SOURCE MATERIAL
+--
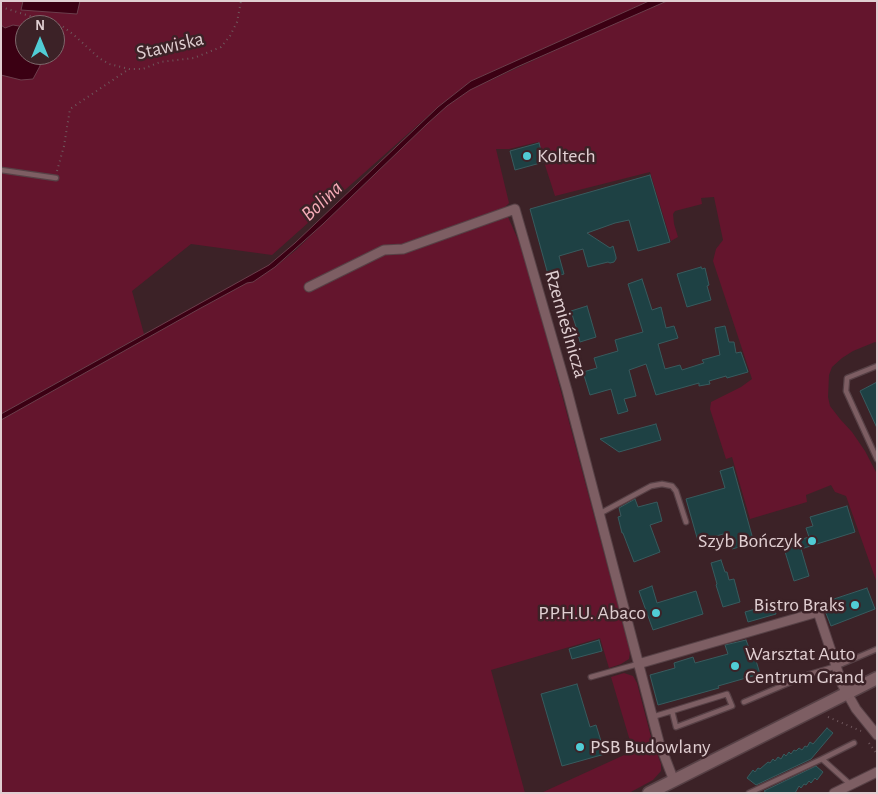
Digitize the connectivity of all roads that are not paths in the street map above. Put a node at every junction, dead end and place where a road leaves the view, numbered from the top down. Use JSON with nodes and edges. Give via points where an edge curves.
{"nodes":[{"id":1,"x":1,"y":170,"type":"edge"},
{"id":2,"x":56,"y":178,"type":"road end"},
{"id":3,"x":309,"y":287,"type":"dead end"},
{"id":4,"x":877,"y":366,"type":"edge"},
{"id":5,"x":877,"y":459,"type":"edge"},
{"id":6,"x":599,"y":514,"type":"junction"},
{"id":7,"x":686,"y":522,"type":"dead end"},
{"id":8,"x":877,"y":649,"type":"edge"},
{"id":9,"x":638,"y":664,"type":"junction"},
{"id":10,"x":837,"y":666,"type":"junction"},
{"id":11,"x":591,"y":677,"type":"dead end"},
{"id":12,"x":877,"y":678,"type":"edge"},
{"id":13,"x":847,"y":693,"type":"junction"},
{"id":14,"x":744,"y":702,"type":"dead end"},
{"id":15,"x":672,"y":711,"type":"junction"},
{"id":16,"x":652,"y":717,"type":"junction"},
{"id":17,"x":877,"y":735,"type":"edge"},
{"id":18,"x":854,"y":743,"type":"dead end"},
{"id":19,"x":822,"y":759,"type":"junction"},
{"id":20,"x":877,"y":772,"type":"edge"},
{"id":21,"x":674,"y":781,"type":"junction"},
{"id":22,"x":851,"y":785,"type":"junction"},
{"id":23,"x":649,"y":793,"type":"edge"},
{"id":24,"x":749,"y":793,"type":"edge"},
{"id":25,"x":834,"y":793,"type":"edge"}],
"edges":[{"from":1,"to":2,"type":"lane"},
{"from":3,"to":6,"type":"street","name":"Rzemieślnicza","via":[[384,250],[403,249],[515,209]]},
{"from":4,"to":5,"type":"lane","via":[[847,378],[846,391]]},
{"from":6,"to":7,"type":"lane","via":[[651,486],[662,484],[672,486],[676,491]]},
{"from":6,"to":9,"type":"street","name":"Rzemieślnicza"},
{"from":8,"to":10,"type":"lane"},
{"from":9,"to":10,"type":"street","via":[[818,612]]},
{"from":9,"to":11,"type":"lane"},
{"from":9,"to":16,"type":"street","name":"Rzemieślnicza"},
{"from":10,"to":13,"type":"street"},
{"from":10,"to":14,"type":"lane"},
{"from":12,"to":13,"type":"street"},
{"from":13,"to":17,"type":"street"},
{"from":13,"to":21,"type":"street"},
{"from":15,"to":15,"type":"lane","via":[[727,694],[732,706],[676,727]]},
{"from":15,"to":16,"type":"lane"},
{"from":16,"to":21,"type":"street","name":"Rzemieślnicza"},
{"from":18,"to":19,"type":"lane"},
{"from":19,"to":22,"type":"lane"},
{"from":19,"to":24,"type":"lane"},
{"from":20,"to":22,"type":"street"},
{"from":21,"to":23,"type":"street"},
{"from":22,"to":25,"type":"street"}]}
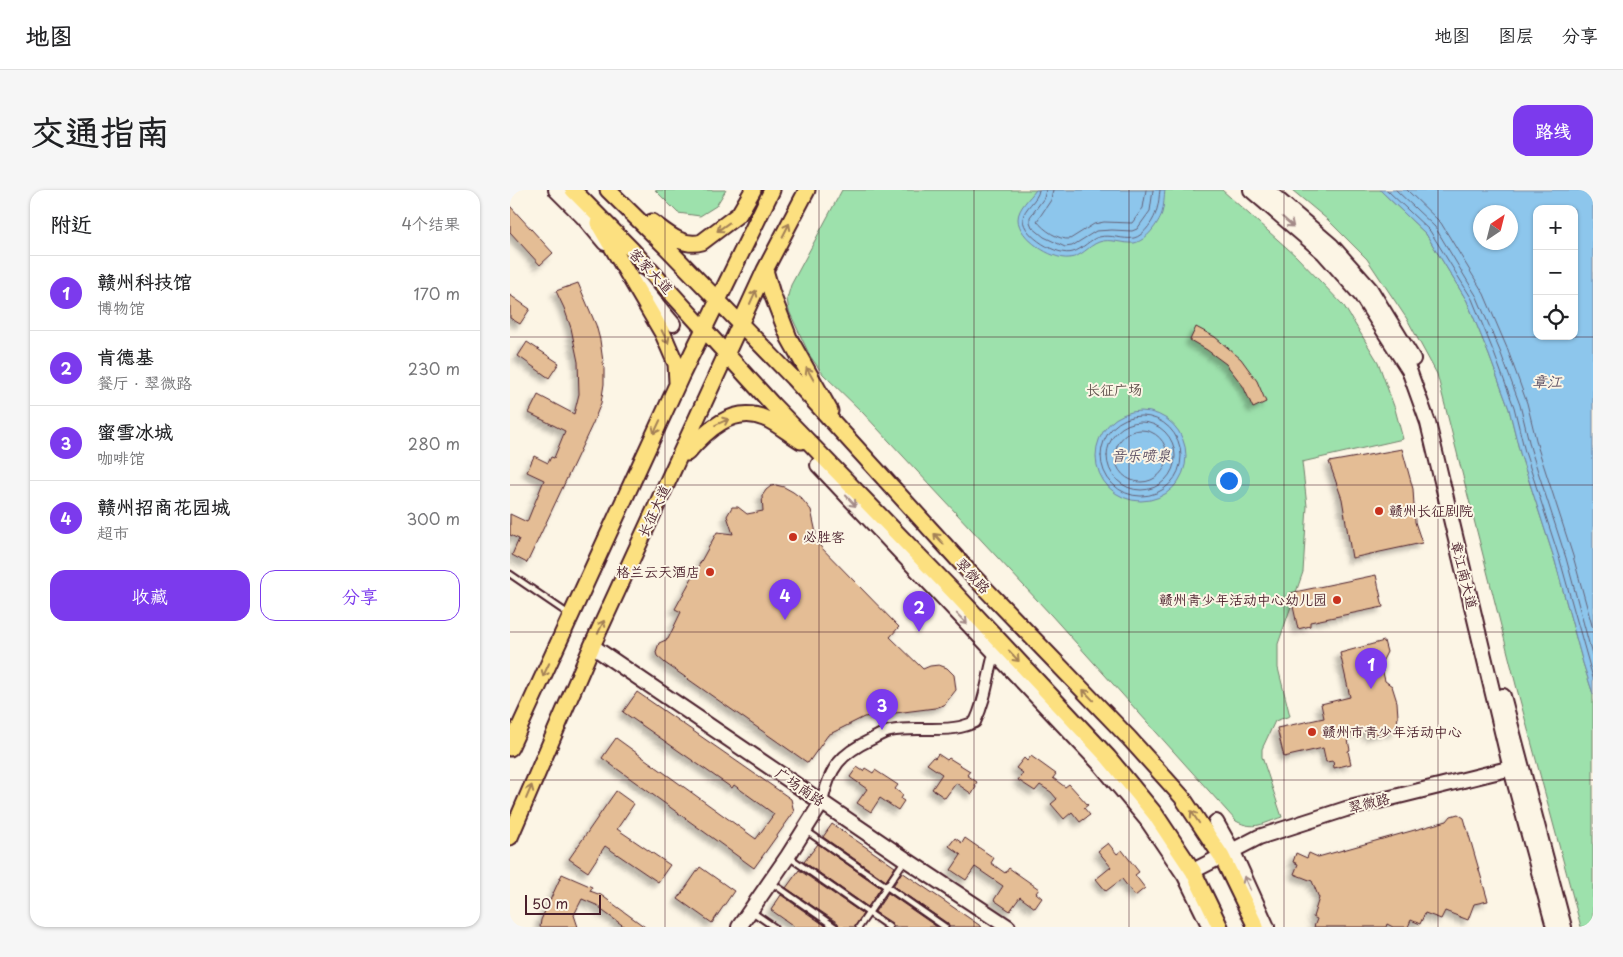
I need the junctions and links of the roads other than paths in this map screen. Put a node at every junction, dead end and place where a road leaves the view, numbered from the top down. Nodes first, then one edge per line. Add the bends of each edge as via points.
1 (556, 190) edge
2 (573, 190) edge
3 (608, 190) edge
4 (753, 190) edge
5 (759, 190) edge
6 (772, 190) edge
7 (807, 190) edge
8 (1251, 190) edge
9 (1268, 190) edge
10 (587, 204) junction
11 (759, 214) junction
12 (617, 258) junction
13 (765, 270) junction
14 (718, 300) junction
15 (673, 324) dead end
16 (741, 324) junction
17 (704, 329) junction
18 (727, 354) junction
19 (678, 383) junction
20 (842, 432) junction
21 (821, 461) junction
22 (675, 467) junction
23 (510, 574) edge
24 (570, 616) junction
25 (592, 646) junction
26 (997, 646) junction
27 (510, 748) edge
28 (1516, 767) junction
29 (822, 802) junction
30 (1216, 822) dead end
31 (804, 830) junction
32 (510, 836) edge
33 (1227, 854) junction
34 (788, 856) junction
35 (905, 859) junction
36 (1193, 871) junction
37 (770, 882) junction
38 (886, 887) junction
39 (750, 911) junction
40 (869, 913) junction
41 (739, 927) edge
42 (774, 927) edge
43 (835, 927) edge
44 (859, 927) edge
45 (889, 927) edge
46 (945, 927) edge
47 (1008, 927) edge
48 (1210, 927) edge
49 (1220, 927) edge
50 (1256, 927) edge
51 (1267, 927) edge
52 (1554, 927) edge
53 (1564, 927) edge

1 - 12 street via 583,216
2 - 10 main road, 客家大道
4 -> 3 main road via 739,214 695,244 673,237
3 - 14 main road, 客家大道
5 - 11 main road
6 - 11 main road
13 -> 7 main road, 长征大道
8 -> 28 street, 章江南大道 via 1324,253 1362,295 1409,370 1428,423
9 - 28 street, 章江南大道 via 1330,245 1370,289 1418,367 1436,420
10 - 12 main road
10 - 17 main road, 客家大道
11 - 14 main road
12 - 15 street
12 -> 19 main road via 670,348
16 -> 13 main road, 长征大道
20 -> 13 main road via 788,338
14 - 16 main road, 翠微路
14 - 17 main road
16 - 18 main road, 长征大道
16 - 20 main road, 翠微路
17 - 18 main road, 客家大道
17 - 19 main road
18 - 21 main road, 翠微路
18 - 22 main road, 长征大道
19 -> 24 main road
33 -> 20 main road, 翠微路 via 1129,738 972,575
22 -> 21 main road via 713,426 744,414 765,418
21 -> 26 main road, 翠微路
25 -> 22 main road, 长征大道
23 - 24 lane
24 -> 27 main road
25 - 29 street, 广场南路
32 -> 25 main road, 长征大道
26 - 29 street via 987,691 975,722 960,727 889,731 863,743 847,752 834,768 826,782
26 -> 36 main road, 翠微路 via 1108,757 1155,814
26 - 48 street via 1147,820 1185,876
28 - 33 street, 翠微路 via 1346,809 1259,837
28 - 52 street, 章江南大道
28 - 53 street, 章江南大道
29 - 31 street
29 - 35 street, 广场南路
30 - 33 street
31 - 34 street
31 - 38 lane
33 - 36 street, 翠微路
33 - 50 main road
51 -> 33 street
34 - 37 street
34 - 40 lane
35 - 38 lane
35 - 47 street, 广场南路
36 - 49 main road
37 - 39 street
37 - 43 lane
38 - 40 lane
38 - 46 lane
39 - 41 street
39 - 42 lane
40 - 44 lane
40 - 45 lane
+--
WHAT IS REQUIRED
Exact copy, no pictures: reproduce every record above.

EXERCISE ANSWER
Digitize the connectivity of all roads that are not paths in the street map above. Put a node at every junction, dead end and place where a road leaves the view, numbered from the top down. Use JSON with nodes and edges. Give via points where an edge curves.
{"nodes":[{"id":1,"x":1,"y":170,"type":"edge"},
{"id":2,"x":56,"y":178,"type":"road end"},
{"id":3,"x":309,"y":287,"type":"dead end"},
{"id":4,"x":877,"y":366,"type":"edge"},
{"id":5,"x":877,"y":459,"type":"edge"},
{"id":6,"x":599,"y":514,"type":"junction"},
{"id":7,"x":686,"y":522,"type":"dead end"},
{"id":8,"x":877,"y":649,"type":"edge"},
{"id":9,"x":638,"y":664,"type":"junction"},
{"id":10,"x":837,"y":666,"type":"junction"},
{"id":11,"x":591,"y":677,"type":"dead end"},
{"id":12,"x":877,"y":678,"type":"edge"},
{"id":13,"x":847,"y":693,"type":"junction"},
{"id":14,"x":744,"y":702,"type":"dead end"},
{"id":15,"x":672,"y":711,"type":"junction"},
{"id":16,"x":652,"y":717,"type":"junction"},
{"id":17,"x":877,"y":735,"type":"edge"},
{"id":18,"x":854,"y":743,"type":"dead end"},
{"id":19,"x":822,"y":759,"type":"junction"},
{"id":20,"x":877,"y":772,"type":"edge"},
{"id":21,"x":674,"y":781,"type":"junction"},
{"id":22,"x":851,"y":785,"type":"junction"},
{"id":23,"x":649,"y":793,"type":"edge"},
{"id":24,"x":749,"y":793,"type":"edge"},
{"id":25,"x":834,"y":793,"type":"edge"}],
"edges":[{"from":1,"to":2,"type":"lane"},
{"from":3,"to":6,"type":"street","name":"Rzemieślnicza","via":[[384,250],[403,249],[515,209]]},
{"from":4,"to":5,"type":"lane","via":[[847,378],[846,391]]},
{"from":6,"to":7,"type":"lane","via":[[651,486],[662,484],[672,486],[676,491]]},
{"from":6,"to":9,"type":"street","name":"Rzemieślnicza"},
{"from":8,"to":10,"type":"lane"},
{"from":9,"to":10,"type":"street","via":[[818,612]]},
{"from":9,"to":11,"type":"lane"},
{"from":9,"to":16,"type":"street","name":"Rzemieślnicza"},
{"from":10,"to":13,"type":"street"},
{"from":10,"to":14,"type":"lane"},
{"from":12,"to":13,"type":"street"},
{"from":13,"to":17,"type":"street"},
{"from":13,"to":21,"type":"street"},
{"from":15,"to":15,"type":"lane","via":[[727,694],[732,706],[676,727]]},
{"from":15,"to":16,"type":"lane"},
{"from":16,"to":21,"type":"street","name":"Rzemieślnicza"},
{"from":18,"to":19,"type":"lane"},
{"from":19,"to":22,"type":"lane"},
{"from":19,"to":24,"type":"lane"},
{"from":20,"to":22,"type":"street"},
{"from":21,"to":23,"type":"street"},
{"from":22,"to":25,"type":"street"}]}
I need the junctions and links of the roads other than paths in this map screen. Put a node at every junction, dead end and place where a road leaves the view, numbered from the top down. Nodes first, then one edge per line. Add the bends of each edge as via points.
1 (556, 190) edge
2 (573, 190) edge
3 (608, 190) edge
4 (753, 190) edge
5 (759, 190) edge
6 (772, 190) edge
7 (807, 190) edge
8 (1251, 190) edge
9 (1268, 190) edge
10 (587, 204) junction
11 (759, 214) junction
12 (617, 258) junction
13 (765, 270) junction
14 (718, 300) junction
15 (673, 324) dead end
16 (741, 324) junction
17 (704, 329) junction
18 (727, 354) junction
19 (678, 383) junction
20 (842, 432) junction
21 (821, 461) junction
22 (675, 467) junction
23 (510, 574) edge
24 (570, 616) junction
25 (592, 646) junction
26 (997, 646) junction
27 (510, 748) edge
28 (1516, 767) junction
29 (822, 802) junction
30 (1216, 822) dead end
31 (804, 830) junction
32 (510, 836) edge
33 (1227, 854) junction
34 (788, 856) junction
35 (905, 859) junction
36 (1193, 871) junction
37 (770, 882) junction
38 (886, 887) junction
39 (750, 911) junction
40 (869, 913) junction
41 (739, 927) edge
42 (774, 927) edge
43 (835, 927) edge
44 (859, 927) edge
45 (889, 927) edge
46 (945, 927) edge
47 (1008, 927) edge
48 (1210, 927) edge
49 (1220, 927) edge
50 (1256, 927) edge
51 (1267, 927) edge
52 (1554, 927) edge
53 (1564, 927) edge

1 - 12 street via 583,216
2 - 10 main road, 客家大道
4 -> 3 main road via 739,214 695,244 673,237
3 - 14 main road, 客家大道
5 - 11 main road
6 - 11 main road
13 -> 7 main road, 长征大道
8 -> 28 street, 章江南大道 via 1324,253 1362,295 1409,370 1428,423
9 - 28 street, 章江南大道 via 1330,245 1370,289 1418,367 1436,420
10 - 12 main road
10 - 17 main road, 客家大道
11 - 14 main road
12 - 15 street
12 -> 19 main road via 670,348
16 -> 13 main road, 长征大道
20 -> 13 main road via 788,338
14 - 16 main road, 翠微路
14 - 17 main road
16 - 18 main road, 长征大道
16 - 20 main road, 翠微路
17 - 18 main road, 客家大道
17 - 19 main road
18 - 21 main road, 翠微路
18 - 22 main road, 长征大道
19 -> 24 main road
33 -> 20 main road, 翠微路 via 1129,738 972,575
22 -> 21 main road via 713,426 744,414 765,418
21 -> 26 main road, 翠微路
25 -> 22 main road, 长征大道
23 - 24 lane
24 -> 27 main road
25 - 29 street, 广场南路
32 -> 25 main road, 长征大道
26 - 29 street via 987,691 975,722 960,727 889,731 863,743 847,752 834,768 826,782
26 -> 36 main road, 翠微路 via 1108,757 1155,814
26 - 48 street via 1147,820 1185,876
28 - 33 street, 翠微路 via 1346,809 1259,837
28 - 52 street, 章江南大道
28 - 53 street, 章江南大道
29 - 31 street
29 - 35 street, 广场南路
30 - 33 street
31 - 34 street
31 - 38 lane
33 - 36 street, 翠微路
33 - 50 main road
51 -> 33 street
34 - 37 street
34 - 40 lane
35 - 38 lane
35 - 47 street, 广场南路
36 - 49 main road
37 - 39 street
37 - 43 lane
38 - 40 lane
38 - 46 lane
39 - 41 street
39 - 42 lane
40 - 44 lane
40 - 45 lane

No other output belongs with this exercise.